On Restoring Obama to the Presidency, Constitutionally

Like the Blues Brothers, it’s time to put the band back together. There may be many people who could be President, but there is only one with the actual experience, who is young enough, who can get us out of the hole dug in the past year.

That person is, of course, Barack Obama.

But the 22nd Amendment you say? What it actually says:

Section 1

No person shall be elected to the office of the President more than twice, and no person who has held the office of President, or acted as President, for more than two years of a term to which some other person was elected President shall be elected to the office of the President more than once. But this Article shall not apply to any person holding the office of President, when this Article was proposed by the Congress, and shall not prevent any person who may be holding the office of President, or acting as President, during the term within which this Article becomes operative from holding the office of President or acting as President during the remainder of such term.

Yes, he cannot be elected President by the electoral college. But that does not mean he cannot be chosen as Acting President by Congress. The Constitution is a document ripe with loopholes. Here is the plan

  1. Elect Obama to be Speaker of the House of Representatives
  2. Impeach (and Convict) the President
  3. Do not let the Vice President (now President) appoint a replacement
  4. Impeach (and Convict) the Vice President (or new President)
  5. Deploy the Presidential Succession Act, and the Speaker of the House becomes Acting President for the duration of the term.
  6. Rinse,
  7. Repeat.

This obviously requires several things to happen, each of which is admittedly unlikely, but this is a strange world.

First, elect Obama to be Speaker. This assumes the Democrats retake the House (and the subsequent steps require the Senate as well), so say this begins in 2019, after the 2018 midterms. Obama need not be a member of Congress to be elected Speaker, that is merely a custom.

Second (and Fourth), Impeach and Convict the President. Impeachment in the House requires a majority vote. Conviction in the Senate requires a two-thirds vote (Article I Section 3). This is the hard part. The VP could be impeached before the President as well, so long as step three takes place. The grounds for Impeachment and Conviction are determined solely by Congress and are “Treason, Bribery, or other high Crimes and Misdemeanors” the last of which is pretty broad and essentially a political question.

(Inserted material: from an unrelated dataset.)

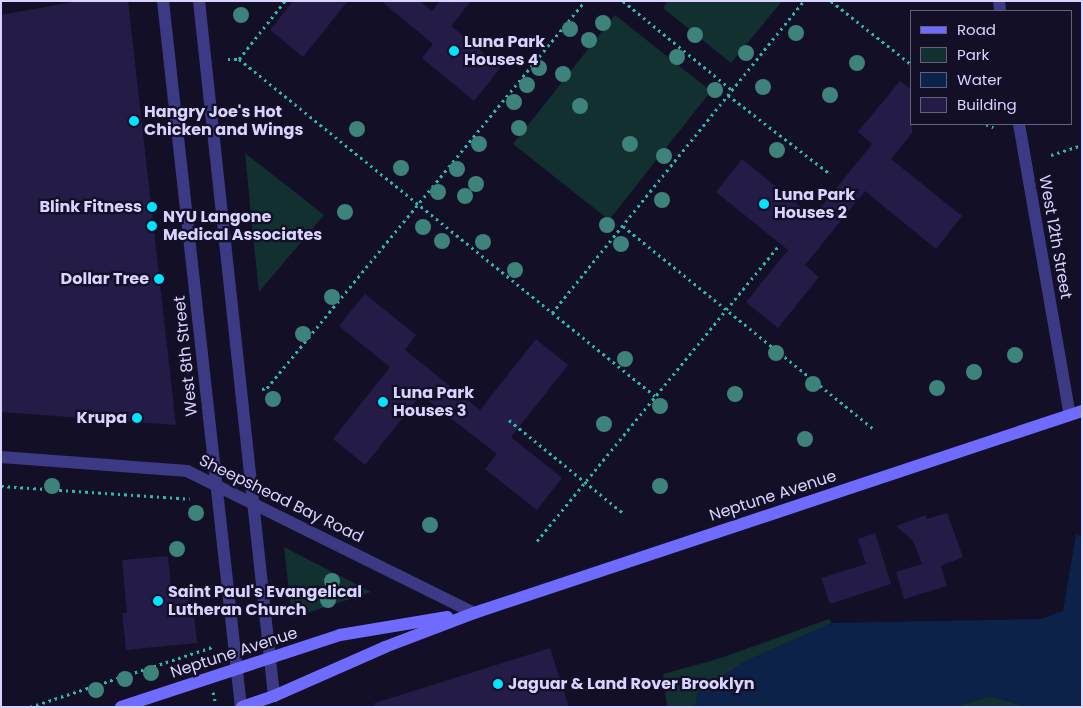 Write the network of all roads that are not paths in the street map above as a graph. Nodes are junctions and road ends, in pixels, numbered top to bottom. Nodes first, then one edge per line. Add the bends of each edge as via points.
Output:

Third, the Twenty-Fifth Amendment allows the President to nominate a replacement for Vice President, which is how Gerald Ford and Nelson Rockefeller assumed the office. This requires a majority vote in both Houses. Clearly the Houses can pass or vote down the nominations. Congress declines to accept

Fifth, the Presidential Succession Act names the Speaker of the House as third in line, so if the Presidency and Vice Presidency fall vacant, the Speaker becomes Acting President.

In effect, if the Senate is controlled by a two-third majority, and the same party has a majority in the House, the US could become a Parliamentary government.

The reason this is so difficult is the electoral landscape. Even assuming the Democrats take back the House in 2018, the 2018 Senate election will see one-third of seats up (as per the Constitution), of which only 9 are currently Republican (23 Democrat and 2 independent). So if the Democrats hold all their seats and take all 9 Republicans, the Democrats will still have  only 55 seats (plus 2 independent). That is short 10 seats for a two-thirds majority. So the Democrats will need to persuade ten or more Republicans to either vote for Conviction or switch parties. Not unheard of, but improbable. One imagines getting them to vote for the Conviction of the President will be easier than for the Conviction of the Vice President.